Hal ini dapat dibuktikan, dengan dimasukkannya surat pengunduran diri Rahma sebagai kader Partai PDI Perjuangan pada (7/1/2018) lalu ke Kantor DPC PDI Perjuangan. Kemudian, pada (21/2/2018) ke DPRD Kota Tanjungpinang.
“Jadi kalau Syahrial bilang Rahma tidak pernah meminta surat pemberhentian, secara tegas hal itu kami bantah. Karena pada saat itu kami sudah meminta agar surat itu dapat ditindaklanjuti oleh Ketua DPRD dan Ketua DPC,” jelasnya.
Agung juga menyayangkan pernyataan Syahrial yang menyebut sesuai dengan amanat Undang-undang 23 tahun 2014 pasal 69 ayat 1, jika surat pemberhentian tersebut harus terlebih dahulu mendapat rekomendasi dari DPC PDI Perjuangan. Hal itu dianggapnya sebagai informasi yang sesat.

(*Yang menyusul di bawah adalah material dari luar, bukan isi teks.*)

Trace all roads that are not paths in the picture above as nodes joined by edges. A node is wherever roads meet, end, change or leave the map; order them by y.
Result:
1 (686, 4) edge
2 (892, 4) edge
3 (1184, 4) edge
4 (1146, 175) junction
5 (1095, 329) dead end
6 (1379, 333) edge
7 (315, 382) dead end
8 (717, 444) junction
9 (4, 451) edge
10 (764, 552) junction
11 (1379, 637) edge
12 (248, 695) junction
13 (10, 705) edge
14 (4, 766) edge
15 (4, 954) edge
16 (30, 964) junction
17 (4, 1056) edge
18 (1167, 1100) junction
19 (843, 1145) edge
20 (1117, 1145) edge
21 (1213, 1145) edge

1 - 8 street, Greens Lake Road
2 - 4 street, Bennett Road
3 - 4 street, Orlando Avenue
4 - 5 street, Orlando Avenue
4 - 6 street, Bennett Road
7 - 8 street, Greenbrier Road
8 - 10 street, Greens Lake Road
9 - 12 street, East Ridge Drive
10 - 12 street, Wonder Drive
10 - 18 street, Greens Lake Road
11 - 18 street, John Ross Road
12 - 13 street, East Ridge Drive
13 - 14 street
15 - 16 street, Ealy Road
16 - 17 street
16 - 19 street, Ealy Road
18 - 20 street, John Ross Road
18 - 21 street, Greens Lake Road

Sebab, UU No 23 Tahun 2014 itu merupakan undang-undang tentang pemerintahan daerah, dan tidak ada sangkut pautnya dengan pelaksanaan Pilkada.
“Karena setelah kami pelajari pasal 69 itu isinya menyangkut tentang kewajiban kepala daerah. Saya menilai apa yang disampaikan (Syahrial) ini adalah pembodohan publik,” sebutnya.
Selain itu Agung juga menyayangkan pernyataan Syahrial yang menyebut saat mengantarkan surat pengunduran diri ke DPC PDI Perjuangan, Rahma hanya menitipkan surat tersebut ke petugas kantor.
Bukan ke ketua atau sekretaris DPC PDI Perjuangan Kota Tanjungpinang. Terkait hal ini, Agung menyebut jika sebelum Rahma mengantarkan surat itu ia terlebih dahulu berkomunikasi dengan Ketua DPC PDI Perjuangan Kota Tanjungpinang Sukandar. Saat itu Sukandar mengarahkan agar surat tersebut dititipkan dulu ke petugas yang bernama Untung.
“Sampai sekarang rekaman pembicaraan telepon saya dan Pak Sukandar waktu itu masih ada,” tuturnya.
Disinggung apakah saat mengajukan surat pengunduran diri Rahma disertai dengan alasan Rahma mengundurkan diri. Agung menjawab hal itu memang tidak dilakukan oleh pihaknya.
Namun, kata dia meskipun tidak dituliskan seharusnya PDI Perjuangan sudah tahu alasan kenapa Rahma mengundurkan diri baik sebagai kader PDI Perjuangan, maupun sebagai anggota DPRD dari fraksi PDI Perjuangan.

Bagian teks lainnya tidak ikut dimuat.